The Fresno Superior Court heard oral arguments last week on the legality of AB 99, which circumvents voters and allows the state to take $1 billion of voter-approved Proposition10 tobacco tax revenues from local health and early education programs for young children. AB 99 was passed as part of the state budget solution last fiscal year, although the eventual budget approved by the Legislature and signed by Governor Brown no longer included the use of First 5 funds.

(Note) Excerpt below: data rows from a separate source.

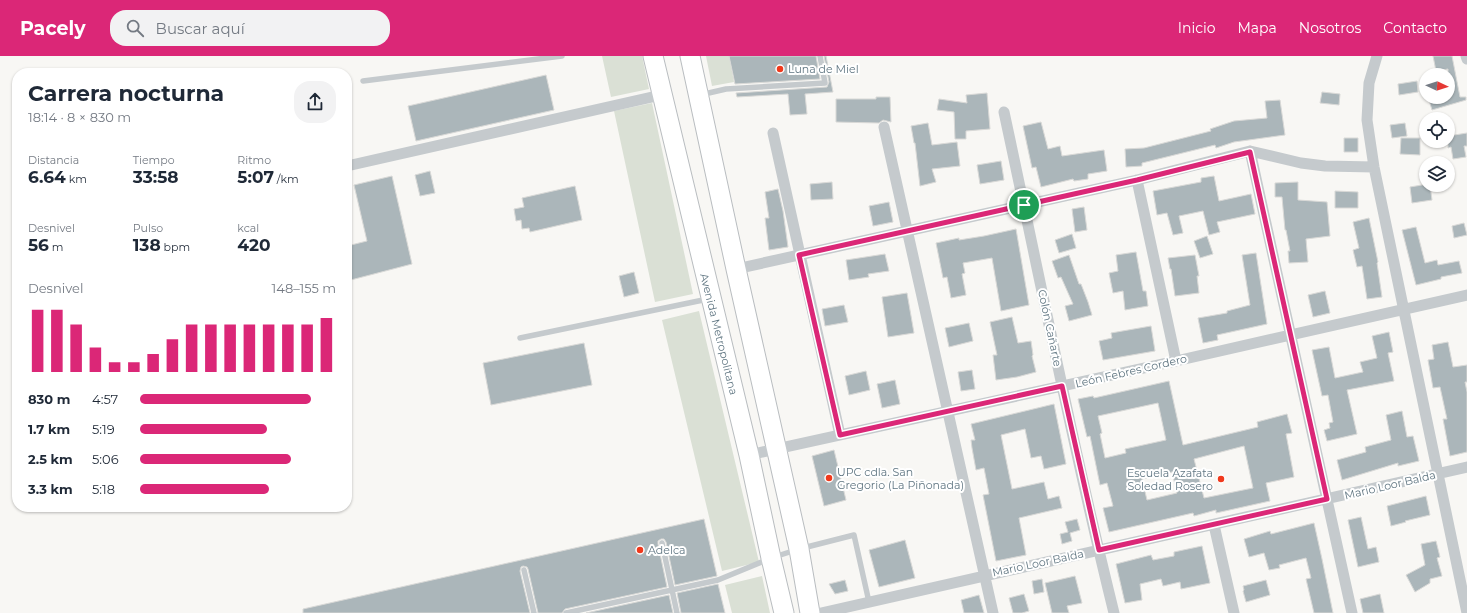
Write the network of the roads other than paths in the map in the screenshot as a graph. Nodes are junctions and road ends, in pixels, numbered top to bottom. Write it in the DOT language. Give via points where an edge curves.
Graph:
graph roads {
  1 [pos="562,56"];
  2 [pos="653,56"];
  3 [pos="690,56"];
  4 [pos="820,56"];
  5 [pos="1376,56"];
  6 [pos="1466,56"];
  7 [pos="1467,59"];
  8 [pos="363,81"];
  9 [pos="661,95"];
  10 [pos="698,96"];
  11 [pos="1004,112"];
  12 [pos="884,127"];
  13 [pos="773,133"];
  14 [pos="1250,152"];
  15 [pos="352,165"];
  16 [pos="1374,167"];
  17 [pos="1137,180"];
  18 [pos="1024,205"];
  19 [pos="908,232"];
  20 [pos="799,255"];
  21 [pos="736,269"];
  22 [pos="1467,295"];
  23 [pos="711,298"];
  24 [pos="1403,308"];
  25 [pos="1290,335"];
  26 [pos="520,338"];
  27 [pos="1176,361"];
  28 [pos="1062,386"];
  29 [pos="949,411"];
  30 [pos="840,435"];
  31 [pos="777,448"];
  32 [pos="748,455"];
  33 [pos="1467,467"];
  34 [pos="1439,473"];
  35 [pos="1327,499"];
  36 [pos="1214,525"];
  37 [pos="662,543"];
  38 [pos="799,549"];
  39 [pos="1099,550"];
  40 [pos="770,558"];
  41 [pos="524,570"];
  42 [pos="985,575"];
  43 [pos="672,590"];
  44 [pos="869,602"];
  45 [pos="534,613"];
  46 [pos="566,613"];
  47 [pos="677,613"];
  48 [pos="784,613"];
  49 [pos="810,613"];
  50 [pos="821,613"];
  51 [pos="994,613"];
  52 [pos="1114,613"];
  53 [pos="1234,613"];
  54 [pos="1352,613"];
  55 [pos="1467,613"];
  1 -- 8 [label="lane"];
  2 -- 9 [label="highway, Avenida Metropolitana"];
  3 -- 10 [label="highway"];
  4 -- 10 [label="lane" via="825,83 726,89"];
  5 -- 16 [label="street" via="1369,83 1367,120"];
  6 -- 7 [label="street"];
  9 -- 15 [label="street"];
  9 -- 23 [label="highway, Avenida Metropolitana"];
  10 -- 21 [label="highway"];
  11 -- 18 [label="street, Colón Cañarte"];
  12 -- 19 [label="street"];
  13 -- 20 [label="street"];
  14 -- 16 [label="street" via="1300,163"];
  14 -- 17 [label="street"];
  14 -- 25 [label="street"];
  16 -- 24 [label="street"];
  17 -- 18 [label="street"];
  17 -- 27 [label="street"];
  18 -- 19 [label="street"];
  18 -- 28 [label="street, Colón Cañarte"];
  19 -- 20 [label="street"];
  19 -- 29 [label="street"];
  20 -- 21 [label="street"];
  20 -- 30 [label="street"];
  21 -- 31 [label="highway"];
  22 -- 24 [label="street, León Febres Cordero"];
  23 -- 26 [label="lane"];
  23 -- 32 [label="highway, Avenida Metropolitana"];
  24 -- 25 [label="street, León Febres Cordero"];
  24 -- 34 [label="street"];
  25 -- 27 [label="street, León Febres Cordero"];
  25 -- 35 [label="street"];
  27 -- 28 [label="street, León Febres Cordero"];
  28 -- 29 [label="street, León Febres Cordero"];
  28 -- 39 [label="street, Colón Cañarte"];
  29 -- 30 [label="street, León Febres Cordero"];
  29 -- 42 [label="street"];
  30 -- 31 [label="street, León Febres Cordero"];
  31 -- 32 [label="street, León Febres Cordero"];
  31 -- 38 [label="highway"];
  32 -- 40 [label="highway, Avenida Metropolitana"];
  33 -- 34 [label="street, Mario Loor Balda"];
  34 -- 35 [label="street, Mario Loor Balda"];
  34 -- 55 [label="street"];
  35 -- 36 [label="street, Mario Loor Balda"];
  35 -- 54 [label="street"];
  36 -- 39 [label="street, Mario Loor Balda"];
  36 -- 53 [label="street"];
  37 -- 43 [label="lane"];
  38 -- 40 [label="lane"];
  38 -- 44 [label="lane" via="854,535"];
  38 -- 49 [label="highway"];
  39 -- 42 [label="street, Mario Loor Balda"];
  39 -- 52 [label="street, Colón Cañarte"];
  40 -- 43 [label="lane" via="718,580"];
  40 -- 48 [label="highway, Avenida Metropolitana"];
  41 -- 45 [label="lane"];
  42 -- 44 [label="street, Mario Loor Balda"];
  42 -- 51 [label="street"];
  43 -- 46 [label="lane"];
  43 -- 47 [label="lane"];
  44 -- 50 [label="street, Mario Loor Balda"];
}
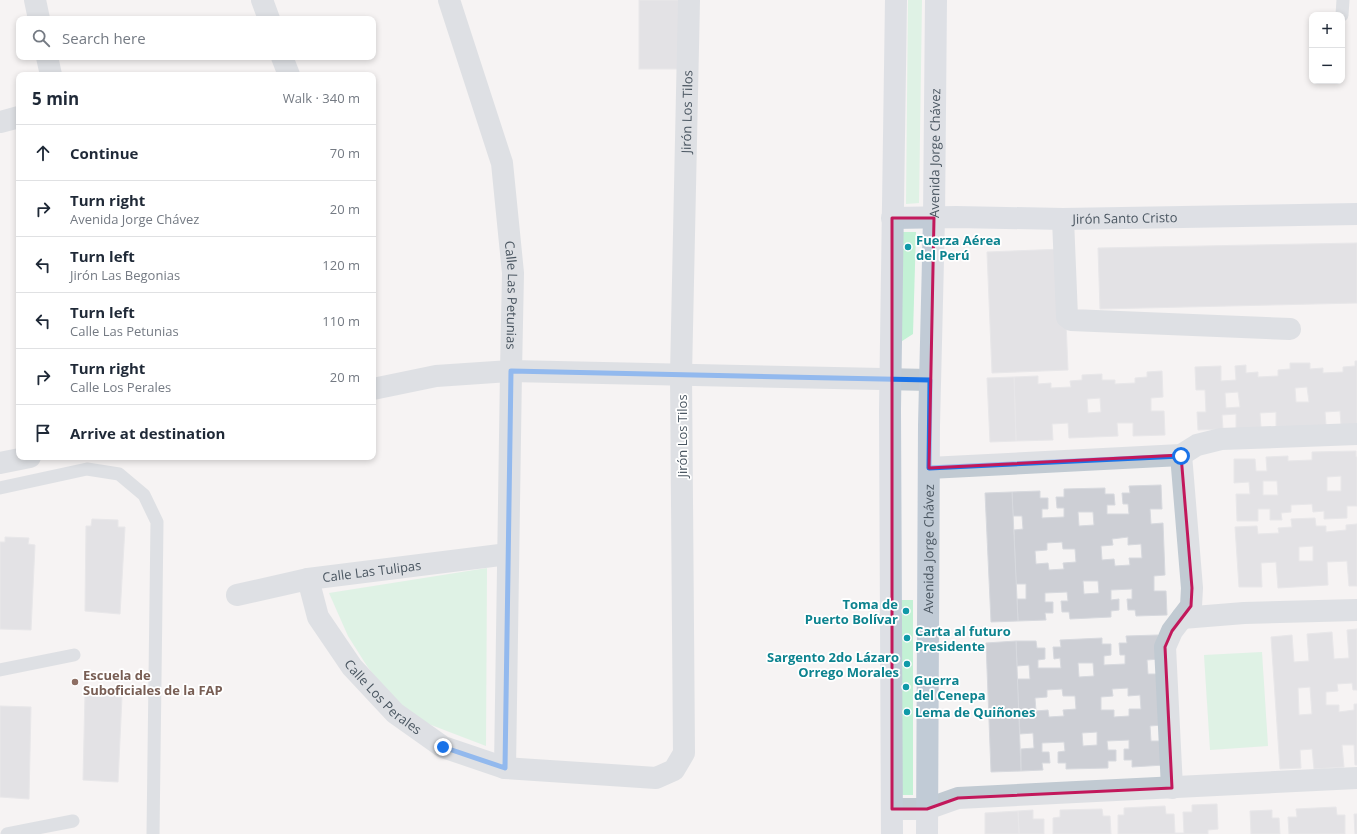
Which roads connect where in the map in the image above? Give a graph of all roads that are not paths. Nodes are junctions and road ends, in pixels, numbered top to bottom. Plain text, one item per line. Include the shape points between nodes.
1 (35, 0) edge
2 (262, 0) edge
3 (449, 0) edge
4 (689, 0) edge
5 (896, 0) edge
6 (936, 0) edge
7 (1344, 0) edge
8 (1342, 12) edge
9 (38, 16) edge
10 (267, 16) edge
11 (48, 60) edge
12 (283, 60) edge
13 (50, 72) edge
14 (287, 72) edge
15 (16, 118) edge
16 (0, 122) edge
17 (1357, 214) edge
18 (892, 218) junction
19 (934, 218) junction
20 (1063, 219) junction
21 (1290, 329) dead end
22 (511, 371) junction
23 (681, 375) junction
24 (890, 379) junction
25 (930, 380) junction
26 (376, 388) edge
27 (1357, 434) edge
28 (1181, 456) junction
29 (16, 460) edge
30 (0, 463) edge
31 (929, 468) junction
32 (0, 488) edge
33 (508, 554) junction
34 (308, 579) junction
35 (237, 595) dead end
36 (1357, 610) edge
37 (1182, 618) junction
38 (74, 655) dead end
39 (0, 670) edge
40 (684, 752) joint
41 (505, 768) junction
42 (1357, 778) edge
43 (1172, 788) junction
44 (892, 809) junction
45 (927, 809) junction
46 (73, 821) dead end
47 (8, 834) edge
48 (153, 834) edge
49 (892, 834) edge
50 (927, 834) edge

1 - 9 street
2 - 10 street
3 - 22 street, Calle Las Petunias via 502,163 513,274
4 - 23 street, Jirón Los Tilos
5 - 18 main road
6 - 19 main road, Avenida Jorge Chávez
7 - 8 lane
11 - 13 street
12 - 14 street
15 - 16 street
17 - 20 main road, Jirón Santo Cristo
18 - 19 main road, Jirón Santo Cristo
18 - 24 main road
19 - 20 main road, Jirón Santo Cristo
19 - 25 main road, Avenida Jorge Chávez
20 - 21 street via 1067,317 1071,320
22 - 23 street
22 - 26 street via 436,376
22 - 33 street, Calle Las Petunias
23 - 24 street
23 - 40 street, Jirón Los Tilos
24 - 25 street
24 - 44 main road
25 - 31 main road, Avenida Jorge Chávez
27 - 28 street via 1221,439 1197,445
28 - 31 street
28 - 37 street via 1192,588 1191,606
29 - 30 street
31 - 45 main road, Avenida Jorge Chávez
32 - 48 lane via 87,469 120,474 144,495 157,522
33 - 34 street, Calle Las Tulipas
33 - 41 street, Calle Las Petunias
34 - 35 street, Calle Las Tulipas
34 - 41 street, Calle Los Perales via 318,617 352,667 395,712 443,747
36 - 37 street via 1244,613
37 - 43 street via 1172,631 1165,647
38 - 39 lane
40 - 41 street, Calle Los Perales via 674,770 656,778
42 - 43 street
43 - 45 street via 958,798
44 - 45 street
44 - 49 main road
45 - 50 main road, Avenida Jorge Chávez
46 - 47 lane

Twelve First 5 commissions have challenged the legality of AB 99. In the two-hour hearing August 30, attorneys for the First 5 commissions argued that AB 99 is illegal because it was enacted by a 2/3 vote of the Legislature rather than a ballot initiative; it uses Prop 10 funds to supplant state General Funds, which is explicitly prohibited by law; and it removes local control over local revenues. Voters have consistently voted against Legislative attempts to take Proposition 10 funds, most recently with Prop 1D in May 2009.

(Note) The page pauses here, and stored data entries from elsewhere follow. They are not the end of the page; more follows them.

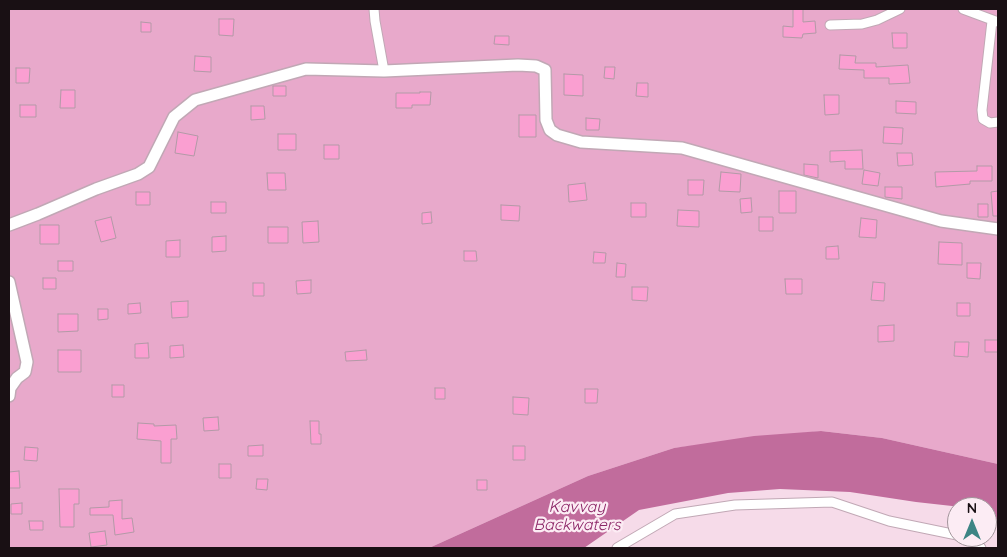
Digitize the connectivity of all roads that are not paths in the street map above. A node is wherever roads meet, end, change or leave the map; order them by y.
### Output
1 (374, 9) edge
2 (900, 9) edge
3 (963, 9) edge
4 (995, 22) edge
5 (830, 25) dead end
6 (384, 71) junction
7 (998, 122) edge
8 (9, 225) edge
9 (998, 229) edge
10 (9, 282) edge
11 (9, 396) edge
12 (947, 534) edge
13 (617, 548) edge

1 - 6 street
2 - 5 street
3 - 4 street
4 - 7 street
6 - 8 street
6 - 9 street
10 - 11 street
12 - 13 street

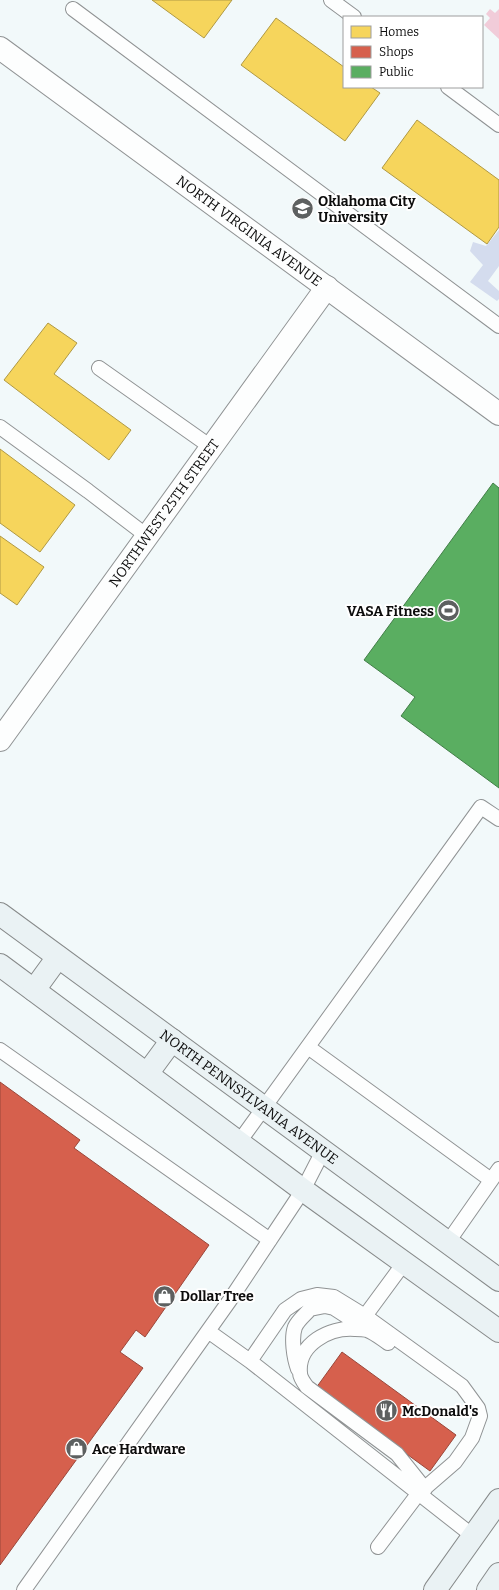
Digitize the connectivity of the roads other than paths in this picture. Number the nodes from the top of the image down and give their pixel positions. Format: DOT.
graph roads {
  1 [pos="331,0"];
  2 [pos="73,9"];
  3 [pos="353,16"];
  4 [pos="0,48"];
  5 [pos="449,88"];
  6 [pos="499,125"];
  7 [pos="327,287"];
  8 [pos="499,326"];
  9 [pos="99,368"];
  10 [pos="499,414"];
  11 [pos="0,427"];
  12 [pos="212,447"];
  13 [pos="147,536"];
  14 [pos="0,740"];
  15 [pos="499,819"];
  16 [pos="0,914"];
  17 [pos="58,957"];
  18 [pos="1,969"];
  19 [pos="34,990"];
  20 [pos="172,1040"];
  21 [pos="308,1047"];
  22 [pos="0,1050"];
  23 [pos="147,1074"];
  24 [pos="264,1107"];
  25 [pos="239,1142"];
  26 [pos="323,1151"];
  27 [pos="495,1174"];
  28 [pos="303,1190"];
  29 [pos="270,1240"];
  30 [pos="448,1242"];
  31 [pos="404,1263"];
  32 [pos="499,1280"];
  33 [pos="366,1323"];
  34 [pos="208,1331"];
  35 [pos="499,1331"];
  36 [pos="250,1361"];
  37 [pos="300,1374"];
  38 [pos="421,1491"];
  39 [pos="499,1500"];
  40 [pos="473,1536"];
  41 [pos="378,1547"];
  42 [pos="499,1574"];
  43 [pos="24,1590"];
  44 [pos="435,1590"];
  45 [pos="488,1590"];
  1 -- 3 [label="lane"];
  2 -- 8 [label="lane"];
  4 -- 7 [label="street, NORTH VIRGINIA AVENUE"];
  5 -- 6 [label="lane"];
  7 -- 10 [label="street, NORTH VIRGINIA AVENUE"];
  7 -- 12 [label="street, NORTHWEST 25TH STREET"];
  9 -- 12 [label="lane"];
  11 -- 13 [label="lane"];
  12 -- 13 [label="street, NORTHWEST 25TH STREET"];
  13 -- 14 [label="street, NORTHWEST 25TH STREET"];
  15 -- 21 [label="lane"];
  16 -- 17 [label="main road, NORTH PENNSYLVANIA AVENUE"];
  17 -- 19 [label="main road"];
  17 -- 20 [label="main road, NORTH PENNSYLVANIA AVENUE"];
  18 -- 19 [label="main road"];
  19 -- 23 [label="main road"];
  20 -- 23 [label="main road"];
  20 -- 24 [label="main road, NORTH PENNSYLVANIA AVENUE"];
  21 -- 24 [label="lane"];
  21 -- 27 [label="lane"];
  22 -- 29 [label="lane"];
  23 -- 25 [label="main road"];
  24 -- 25 [label="lane"];
  24 -- 26 [label="main road, NORTH PENNSYLVANIA AVENUE"];
  25 -- 28 [label="main road"];
  26 -- 28 [label="lane"];
  26 -- 30 [label="main road, NORTH PENNSYLVANIA AVENUE"];
  27 -- 30 [label="lane"];
  28 -- 29 [label="lane"];
  28 -- 31 [label="main road"];
  29 -- 34 [label="lane"];
  30 -- 32 [label="main road, NORTH PENNSYLVANIA AVENUE"];
  31 -- 33 [label="lane"];
  31 -- 35 [label="main road"];
  33 -- 36 [label="lane"];
  33 -- 37 [label="lane"];
  33 -- 37 [label="lane"];
  33 -- 38 [label="lane"];
  34 -- 36 [label="lane"];
  34 -- 43 [label="lane"];
  36 -- 38 [label="lane"];
  37 -- 38 [label="lane"];
  38 -- 40 [label="lane"];
  38 -- 41 [label="lane"];
  39 -- 40 [label="main road"];
  40 -- 44 [label="main road"];
  42 -- 45 [label="main road"];
}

During the hearing, Judge Debra J. Kazanjian asked the Attorney General, "Why would the voters go through the trouble to emphasize local control if the Legislature could use Prop 10 funds for anything they wanted?" The Attorney General responded that there is a fiscal emergency and the Legislature was merely setting new priorities in view of changed circumstances. Counsel representing the commissions confirmed that under the Act, it is the local commissions, not the State, that decides Prop 10 priorities. Judge Kazanjian has 90 days to issue a decision, followed by a 60-day period in which an appeal can be filed.
In response to the loss of $23 million due to AB 99, First 5 Contra Costa has already cut $3.1 million in funding for valuable community programs. And more cuts will follow. AB 99 has forced us to accelerate a strategic planning process to identify funding priorities and reduce current funding levels by 50 percent over the next four years.
While I remain hopeful the judge will rule in our favor, the reality is we are facing a lengthy legal process that will keep $23 million in local First 5 funds from their intended purpose – serving young children.
Numerous reports released in the last few weeks tell a pretty bleak story about the impact of the recession on children and families: nearly 1 in 5 children in California live in poverty, nearly 1 in 5 drop out of high school, and 22% of children in Contra Costa County are food insecure. Meanwhile, $1 billion in funds intended for effective early education programs remain in limbo.
How much longer can our children afford to wait?